For now, policymakers and other researchers need to avoid putting too much stock in the unconstrained extreme warming the latest models predict, says Claudia Tebaldi, a climate scientist at Pacific Northwest National Laboratory and one of the leaders of CMIP’s climate projections. Getting that message out will be a challenge. “These issues don’t translate very well in practice,” she says. “It’s going to be hard for people looking to make some projection of a water basin in the West to make sense of it.”

Maybe people who manage resources like water just acknowledge “we don’t know, but things could be somewhat, very, or terribly much worse in a variety of ways due to climate change and a variety of other factors that may interact” and then see how the responses would play out, and what would be key decision points. It seems like that’s actually what they are doing, at least, as I recall Denver Water, ten or more years ago. Here are some examples.

Grist story: Good wildfire news? Evidence from the Bootleg Fire supports thinning forests.

This is an interesting story because it’s in Grist, and there are some great photos. It’s interesting to reflect on different researchers and what they use as evidence to support their conclusions, and how broadly they think they apply

“We have overwhelming evidence that when we treat forests by removing fuels, it generally — not always, you can never say always, but generally — moderates fire behavior,” said Maureen Kennedy, a professor who studies forest fires at the University of Washington, Tacoma.

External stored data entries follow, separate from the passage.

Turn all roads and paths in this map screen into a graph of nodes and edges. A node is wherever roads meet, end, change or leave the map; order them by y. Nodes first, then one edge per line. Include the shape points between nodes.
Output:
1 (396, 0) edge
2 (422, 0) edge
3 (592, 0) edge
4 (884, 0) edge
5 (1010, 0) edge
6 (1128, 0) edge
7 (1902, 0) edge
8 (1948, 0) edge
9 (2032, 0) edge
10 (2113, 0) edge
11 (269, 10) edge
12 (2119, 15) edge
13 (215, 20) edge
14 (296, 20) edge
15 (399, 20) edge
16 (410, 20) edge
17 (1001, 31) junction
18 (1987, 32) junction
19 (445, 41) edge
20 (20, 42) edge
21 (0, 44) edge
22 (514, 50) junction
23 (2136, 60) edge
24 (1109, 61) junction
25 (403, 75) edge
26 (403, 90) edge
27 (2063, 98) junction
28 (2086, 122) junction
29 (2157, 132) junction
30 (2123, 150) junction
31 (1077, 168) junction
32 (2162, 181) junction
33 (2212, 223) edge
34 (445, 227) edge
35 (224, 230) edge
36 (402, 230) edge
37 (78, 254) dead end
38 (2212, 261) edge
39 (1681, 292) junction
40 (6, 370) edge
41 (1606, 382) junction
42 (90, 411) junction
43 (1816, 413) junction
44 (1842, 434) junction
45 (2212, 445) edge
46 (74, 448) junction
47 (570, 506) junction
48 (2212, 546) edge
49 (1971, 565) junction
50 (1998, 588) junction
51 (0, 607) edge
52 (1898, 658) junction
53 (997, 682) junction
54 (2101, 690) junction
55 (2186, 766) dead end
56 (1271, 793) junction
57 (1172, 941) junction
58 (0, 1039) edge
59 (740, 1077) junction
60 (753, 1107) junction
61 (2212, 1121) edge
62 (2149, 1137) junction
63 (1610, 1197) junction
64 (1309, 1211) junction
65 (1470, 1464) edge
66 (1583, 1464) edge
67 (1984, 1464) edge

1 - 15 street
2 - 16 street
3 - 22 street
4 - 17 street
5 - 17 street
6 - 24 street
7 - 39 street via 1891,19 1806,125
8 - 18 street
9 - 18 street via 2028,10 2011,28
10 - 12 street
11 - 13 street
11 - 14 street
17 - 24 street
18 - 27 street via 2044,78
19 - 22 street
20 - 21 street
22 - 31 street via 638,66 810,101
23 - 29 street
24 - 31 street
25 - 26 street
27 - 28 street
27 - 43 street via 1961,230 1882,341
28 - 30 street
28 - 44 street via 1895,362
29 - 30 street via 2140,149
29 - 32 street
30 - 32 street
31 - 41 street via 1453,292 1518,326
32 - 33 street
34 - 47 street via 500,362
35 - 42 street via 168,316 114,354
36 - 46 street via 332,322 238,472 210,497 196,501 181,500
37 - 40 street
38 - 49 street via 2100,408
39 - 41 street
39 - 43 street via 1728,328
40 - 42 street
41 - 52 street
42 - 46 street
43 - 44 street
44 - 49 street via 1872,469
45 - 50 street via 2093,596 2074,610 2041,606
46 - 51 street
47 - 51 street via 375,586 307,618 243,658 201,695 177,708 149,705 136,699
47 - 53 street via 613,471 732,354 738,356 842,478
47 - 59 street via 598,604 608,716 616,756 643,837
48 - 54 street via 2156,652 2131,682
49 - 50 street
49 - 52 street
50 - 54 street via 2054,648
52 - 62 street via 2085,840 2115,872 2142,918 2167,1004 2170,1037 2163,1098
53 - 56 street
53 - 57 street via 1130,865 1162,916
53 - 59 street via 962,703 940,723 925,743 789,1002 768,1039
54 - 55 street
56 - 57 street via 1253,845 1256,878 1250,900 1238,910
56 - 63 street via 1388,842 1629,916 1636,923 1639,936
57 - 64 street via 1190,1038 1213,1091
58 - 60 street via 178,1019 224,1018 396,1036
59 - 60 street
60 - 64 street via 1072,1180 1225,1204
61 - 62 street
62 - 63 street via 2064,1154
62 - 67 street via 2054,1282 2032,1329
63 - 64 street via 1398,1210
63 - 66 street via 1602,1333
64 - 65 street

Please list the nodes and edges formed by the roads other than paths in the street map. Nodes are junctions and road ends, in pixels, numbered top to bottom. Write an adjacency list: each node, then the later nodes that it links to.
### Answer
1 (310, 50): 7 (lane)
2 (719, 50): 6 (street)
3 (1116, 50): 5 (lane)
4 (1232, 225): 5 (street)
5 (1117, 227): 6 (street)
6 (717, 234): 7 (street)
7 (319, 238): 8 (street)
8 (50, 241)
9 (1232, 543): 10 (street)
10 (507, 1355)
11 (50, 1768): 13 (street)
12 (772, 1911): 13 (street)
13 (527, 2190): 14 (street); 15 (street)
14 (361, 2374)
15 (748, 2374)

Kennedy studied a similar situation as the one unfolding in the Sycan Marsh, following the 2011 Wallow Fire in Arizona. She looked closely at the places where people had thinned the forest around two small towns, Alpine and Greer, preparation that probably saved them. Forest treatments like this work by spacing out fuel, Kennedy said. When there is a continuous ladder of branches and small trees from the ground to the canopy, it allows fire to rise up into the treetops. And when trees are close together, fires move from one to the next, growing hotter and hotter. Trees that are farther apart, however,  encourage fires to fall to the ground. It makes sense, intuitively, but it’s still surprising when a wall of flame settles down and begins creeping across the forest floor, Kennedy said.

“No matter how many times I study it, no matter how much sense it makes in theory, it’s still amazing,” she said. “When you look at photographs from the Wallow Fire, that landscape was nuked, it was burning so hot that there were only blackened sticks that used to be trees left behind. Then, as you move into the treatment area the trees are brown, and then further in, they are green.”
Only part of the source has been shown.